5.2.16

Leitura de imagem

O que mais me faz olhar para o passado, sem dúvida, são os objetos. Quando digo olhar é viajar para um tempo em que eu não existia. 
Uma cadeira pode me dar uma viagem sem fim, que vai de quem sentou na cadeira até o lugar onde ela foi parar. Ou um prédio antigo, quantas pessoas passaram por li, quantos figurinos que hoje vira fantasia, que foi moda um dia ou quem morou, quem morou sozinho, quantas famílias e por aí vai…
Assim obviamente embarco na viajem através das fotografias, que em particular me tocam com mais realismo. Como tenho um trabalho com conservação de fotografia, sempre garimpo Brechos e Antiquários atrás de raridades, ou nem tanto. 
Bem, estava ainda na faculdade e procurava fotos para poder usar em exercícios de higienização, claro que não poderia usar as fotos de família para isso. Em uma dessas garimpadas nos Brechos em baixo do Minhocão no bairro de Santa Cecília em São Paulo, encontrei minha primeira foto realmente antiga, que datava de 1905. Pronta para aula, fui para faculdade com minha foto.
Quando saquei a foto da pasta, meu digníssimo professor olha para foto e diz:
- Nossa, eu conheço essa mulher!
Eu passada e sem entender direito:
- Sério?! É da sua familia?
- Não, do mesmo Brecho, do boliviano. 

Acervo Particular Cássia Xavier

Chocada fiquei… Óbvio que o boliviano (infelizmente não lembro o nome) havia desmembrado o álbum ou recebeu a coleção da mesma família e vendeu separado. Até aí tudo bem, ele não tinha relação nenhuma com aquela família. O que me indignou é a história dessa foto, ou dessa mulher que após tantos anos se tornou novamente conhecida. 
Tudo é suposição, pode ser até que ela morreu sozinha, não deixou herdeiros, mas e se não, e se foi a própria família que foi doar ou vender os móveis e não se importou com as fotografias e as deixou ali mesmo. Já pensou parte da sua história, de momentos tão importantes para você, serem simplesmente descartadas assim tão insignificantemente? Ou será que passou desapercebido, dentro de um móvel e a família não viu? 

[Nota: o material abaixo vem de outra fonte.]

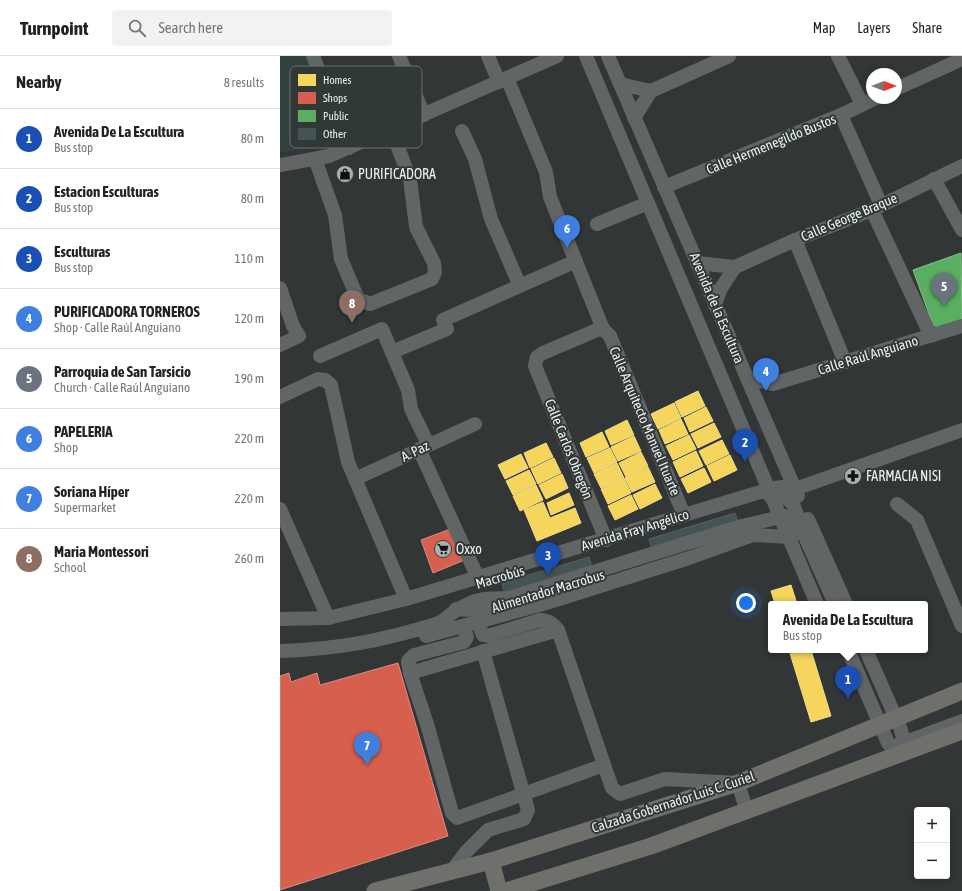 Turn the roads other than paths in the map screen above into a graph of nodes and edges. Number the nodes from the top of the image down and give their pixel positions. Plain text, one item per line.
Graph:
1 (313, 56) edge
2 (399, 56) edge
3 (488, 56) edge
4 (556, 56) edge
5 (586, 56) edge
6 (608, 56) edge
7 (729, 56) edge
8 (838, 56) edge
9 (962, 59) edge
10 (317, 66) edge
11 (403, 66) edge
12 (503, 80) junction
13 (620, 84) junction
14 (902, 86) edge
15 (651, 91) junction
16 (866, 102) edge
17 (862, 104) junction
18 (422, 110) edge
19 (424, 115) joint
20 (841, 115) junction
21 (634, 118) junction
22 (462, 131) dead end
23 (349, 148) edge
24 (398, 148) edge
25 (315, 159) junction
26 (280, 165) edge
27 (962, 166) edge
28 (934, 179) junction
29 (664, 187) junction
30 (648, 203) junction
31 (876, 208) junction
32 (597, 224) dead end
33 (962, 230) edge
34 (795, 240) junction
35 (576, 261) junction
36 (697, 263) junction
37 (735, 266) junction
38 (520, 286) junction
39 (280, 288) edge
40 (715, 305) junction
41 (962, 326) edge
42 (603, 329) junction
43 (931, 336) junction
44 (280, 345) edge
45 (392, 352) junction
46 (320, 356) dead end
47 (537, 358) joint
48 (845, 362) junction
49 (747, 378) junction
50 (774, 384) junction
51 (280, 397) edge
52 (759, 406) junction
53 (475, 424) dead end
54 (962, 430) edge
55 (423, 446) junction
56 (355, 479) junction
57 (795, 489) junction
58 (771, 492) junction
59 (897, 504) dead end
60 (280, 509) edge
61 (684, 515) junction
62 (782, 520) junction
63 (801, 533) junction
64 (606, 540) junction
65 (478, 578) junction
66 (406, 599) junction
67 (816, 601) edge
68 (828, 601) edge
69 (834, 601) edge
70 (844, 601) edge
71 (460, 608) junction
72 (328, 618) junction
73 (280, 619) edge
74 (280, 623) edge
75 (478, 623) junction
76 (962, 626) edge
77 (463, 627) junction
78 (558, 630) junction
79 (280, 644) edge
80 (280, 651) edge
81 (483, 651) junction
82 (840, 653) edge
83 (850, 653) edge
84 (856, 653) edge
85 (867, 653) edge
86 (280, 660) edge
87 (410, 673) junction
88 (962, 691) edge
89 (962, 700) edge
90 (962, 721) edge
91 (887, 723) junction
92 (962, 731) edge
93 (907, 748) junction
94 (884, 761) junction
95 (604, 765) junction
96 (738, 782) junction
97 (524, 795) junction
98 (747, 812) junction
99 (490, 861) junction
100 (452, 871) junction
101 (375, 891) edge
102 (499, 891) edge
103 (506, 891) edge

1 - 10 street
2 - 11 street
3 - 12 street, Calle Arquitecto Manuel Ituarte
4 - 12 street
5 - 30 street, Avenida de la Escultura
6 - 13 street, Avenida de la Escultura
7 - 15 street
8 - 17 street
9 - 14 street
12 - 19 street
12 - 35 street, Calle Arquitecto Manuel Ituarte
13 - 15 street
13 - 21 street, Avenida de la Escultura
15 - 21 street
16 - 17 street, Calle Hermenegildo Bustos
17 - 20 street, Calle Hermenegildo Bustos
18 - 19 street
20 - 29 street, Calle Hermenegildo Bustos
20 - 31 street
21 - 29 street, Avenida de la Escultura
22 - 38 street
23 - 25 street
24 - 25 street
25 - 26 street
27 - 28 street, Calle George Braque
28 - 31 street, Calle George Braque
28 - 33 street
29 - 36 street, Avenida de la Escultura
30 - 32 street
30 - 58 street, Avenida de la Escultura
31 - 34 street, Calle George Braque
31 - 43 street
34 - 37 street, Calle George Braque
34 - 48 street
35 - 38 street
35 - 42 street, Calle Arquitecto Manuel Ituarte
36 - 37 street, Calle George Braque
36 - 40 street, Avenida de la Escultura
37 - 40 street
38 - 45 street
39 - 44 street
40 - 49 street, Avenida de la Escultura
41 - 43 street, Calle Raúl Anguiano
42 - 47 street, Calle Arquitecto Manuel Ituarte
42 - 61 street, Calle Arquitecto Manuel Ituarte
43 - 48 street, Calle Raúl Anguiano
45 - 46 street
45 - 55 street
47 - 64 street, Calle Carlos Obregón
48 - 50 street, Calle Raúl Anguiano
49 - 50 street, Calle Raúl Anguiano
49 - 52 street, Avenida de la Escultura
50 - 52 street
51 - 56 street
52 - 57 street, Avenida de la Escultura
53 - 55 street, A. Paz
54 - 57 street, Avenida Fray Angélico
55 - 56 street, A. Paz
55 - 65 street
56 - 66 street
57 - 58 street, Avenida Fray Angélico
57 - 63 street, Avenida de la Escultura
58 - 61 street, Avenida Fray Angélico
58 - 62 street, Avenida de la Escultura
58 - 63 street
58 - 74 street, Macrobús
59 - 76 street
60 - 72 street
61 - 64 street, Avenida Fray Angélico
62 - 63 street
62 - 71 street, Macrobús
63 - 67 street, Avenida de la Escultura
63 - 68 street
63 - 69 street
63 - 70 street, Avenida de la Escultura
63 - 75 street
64 - 65 street, Avenida Fray Angélico
65 - 66 street, Avenida Fray Angélico
66 - 72 street, Avenida Fray Angélico
71 - 79 street
71 - 80 street, Macrobús
72 - 73 street, Avenida Fray Angélico
75 - 77 street
75 - 78 street
77 - 86 street
77 - 87 street
78 - 81 street
78 - 95 street
81 - 87 street
81 - 97 street
82 - 91 street
83 - 91 street
84 - 91 street
85 - 91 street
87 - 97 street
88 - 91 main road, Calzada Gobernador Luis C. Curiel
89 - 91 street
90 - 93 street
91 - 93 street
91 - 93 street
91 - 94 street
91 - 96 main road, Calzada Gobernador Luis C. Curiel
92 - 93 main road
93 - 94 main road
94 - 98 main road
95 - 96 street
95 - 97 street
96 - 98 street
96 - 99 main road, Calzada Gobernador Luis C. Curiel
97 - 100 street
98 - 103 main road
99 - 100 main road, Calzada Gobernador Luis C. Curiel
99 - 102 main road
100 - 101 main road, Calzada Gobernador Luis C. Curiel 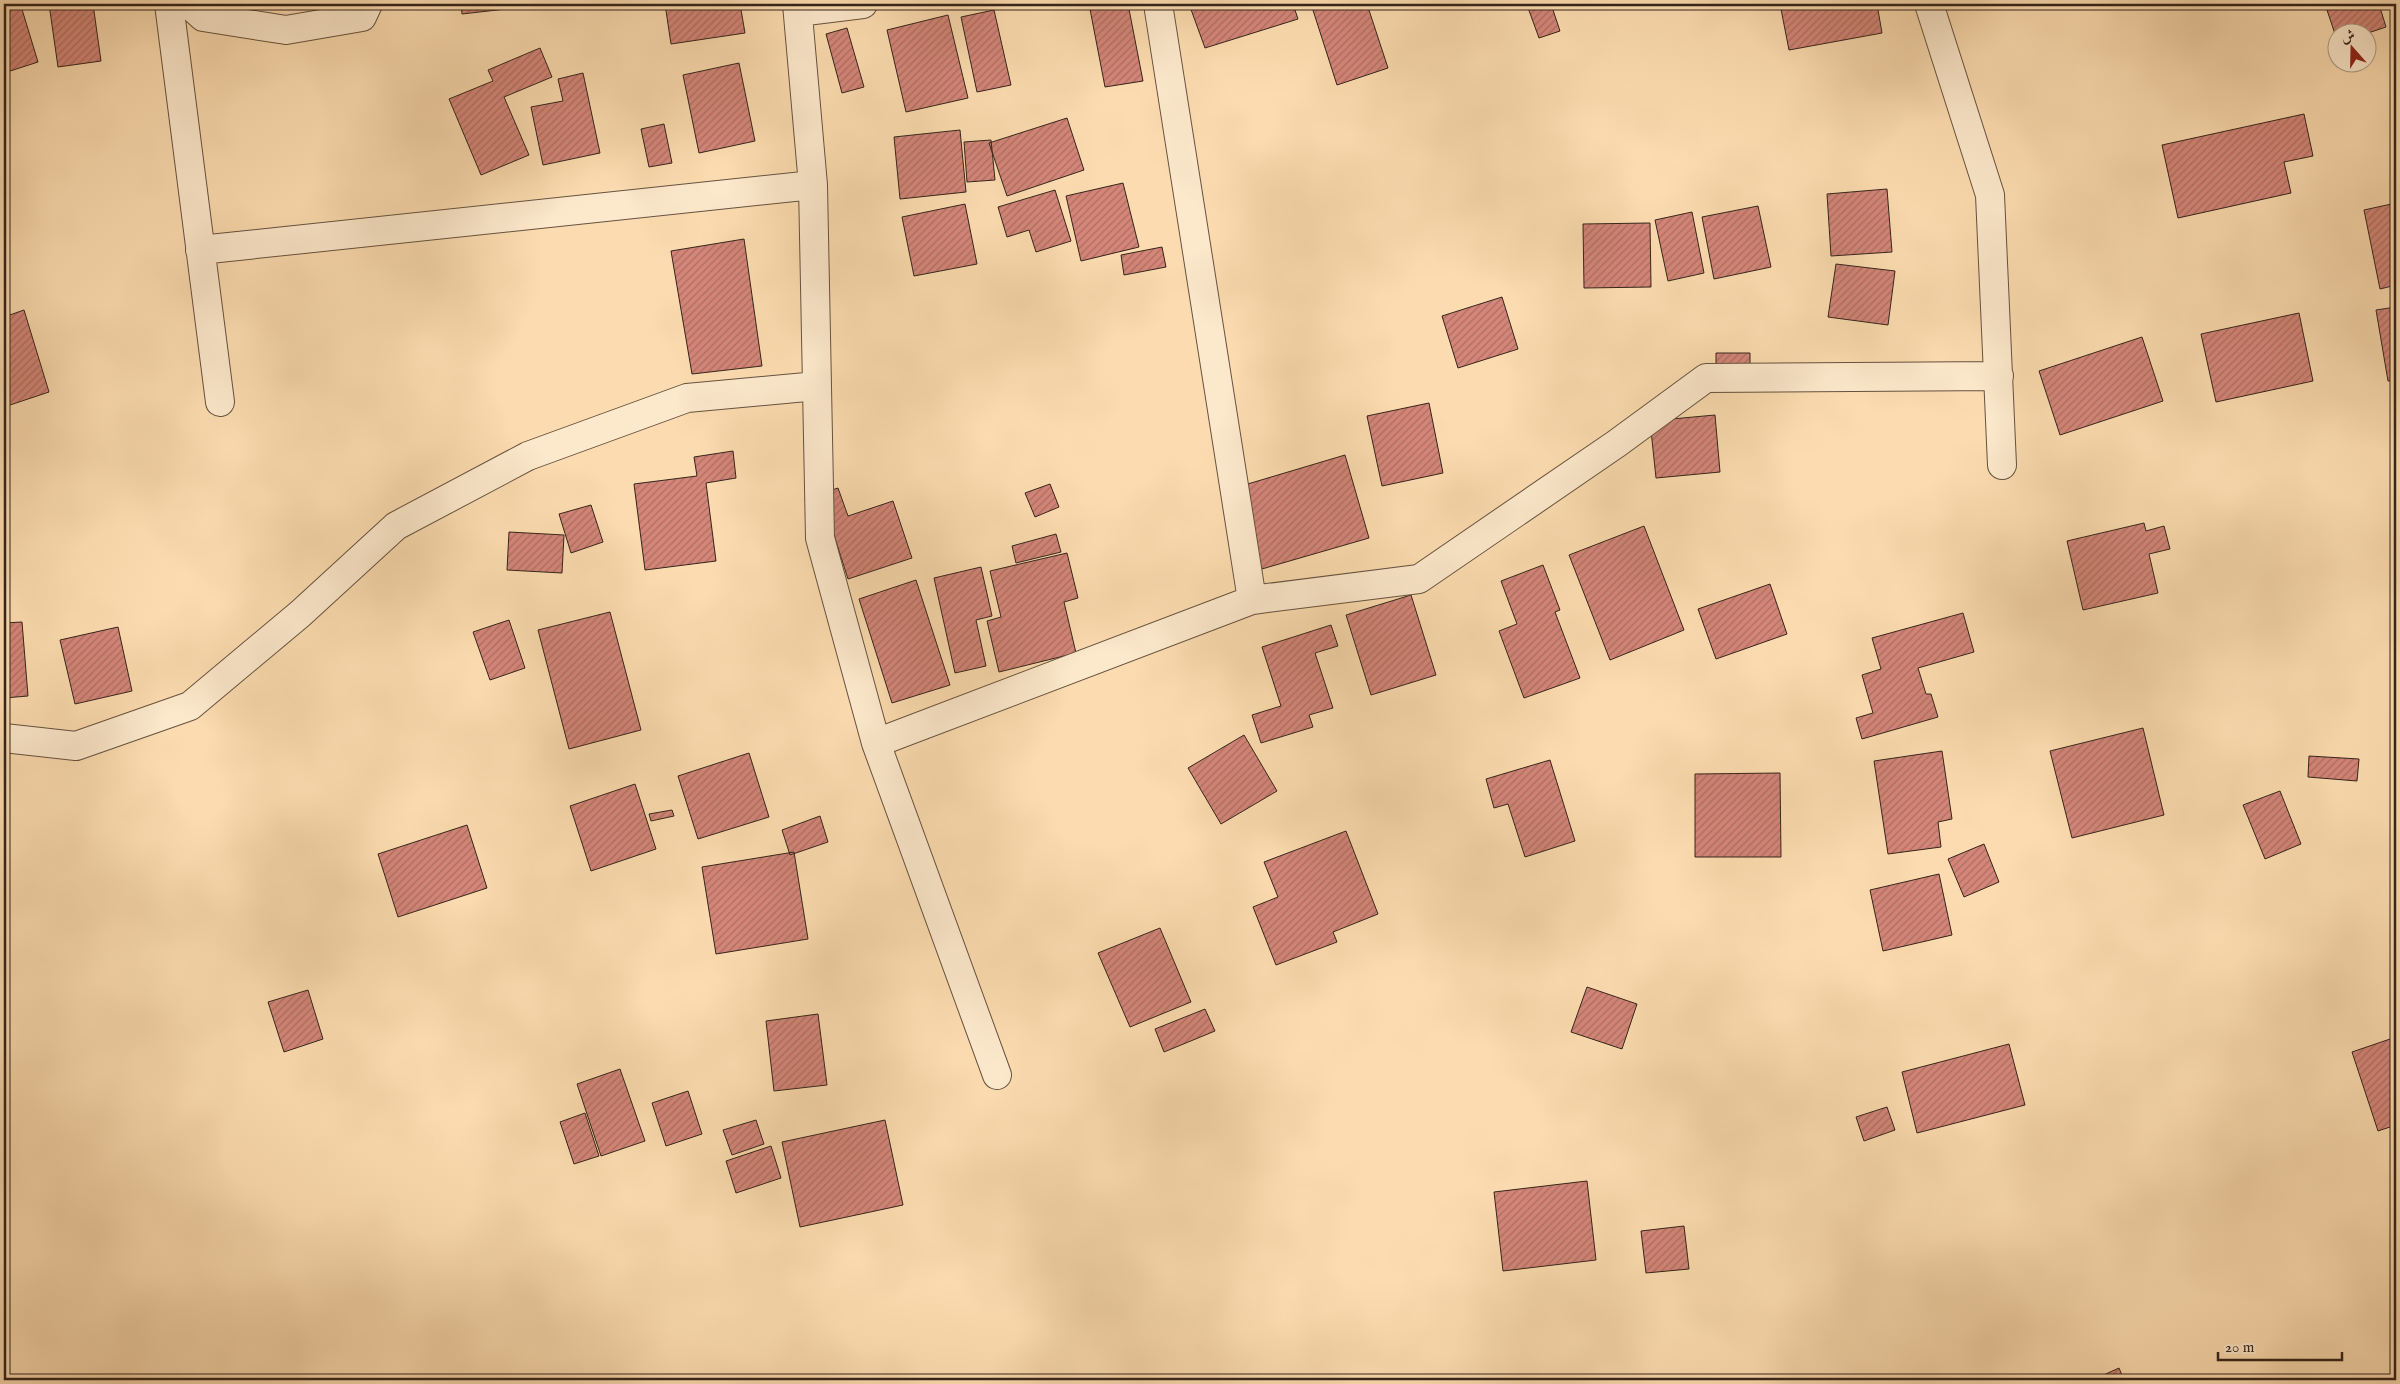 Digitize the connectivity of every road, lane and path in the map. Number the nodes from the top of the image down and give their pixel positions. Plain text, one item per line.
1 (169, 4) edge
2 (189, 4) edge
3 (368, 4) edge
4 (863, 4) edge
5 (1158, 4) edge
6 (1929, 4) edge
7 (798, 8) edge
8 (813, 185) junction
9 (200, 250) junction
10 (1999, 376) junction
11 (817, 386) junction
12 (220, 402) dead end
13 (2002, 465) dead end
14 (1252, 600) junction
15 (4, 738) edge
16 (876, 743) junction
17 (997, 1075) dead end

1 - 9 street
2 - 3 street
4 - 7 street
5 - 14 street
6 - 10 street
7 - 8 street
8 - 9 street
8 - 11 street
9 - 12 street
10 - 13 street
10 - 14 street
11 - 15 street
11 - 16 street
14 - 16 street
16 - 17 street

E que loucura após 111 anos a foto com as duas mulheres ser usada em uma aula de conservação de fotografia! Será que em um futuro distante, alguém vai pegar minha foto e indagar tudo que ela representa ali, naquele minuto congelado? 
Então ao menos vou editar muito bem minhas fotos, assim se alguém encontrar vai ser uma bela foto de um momento esquecido, que retorna para esse futuro sem destino.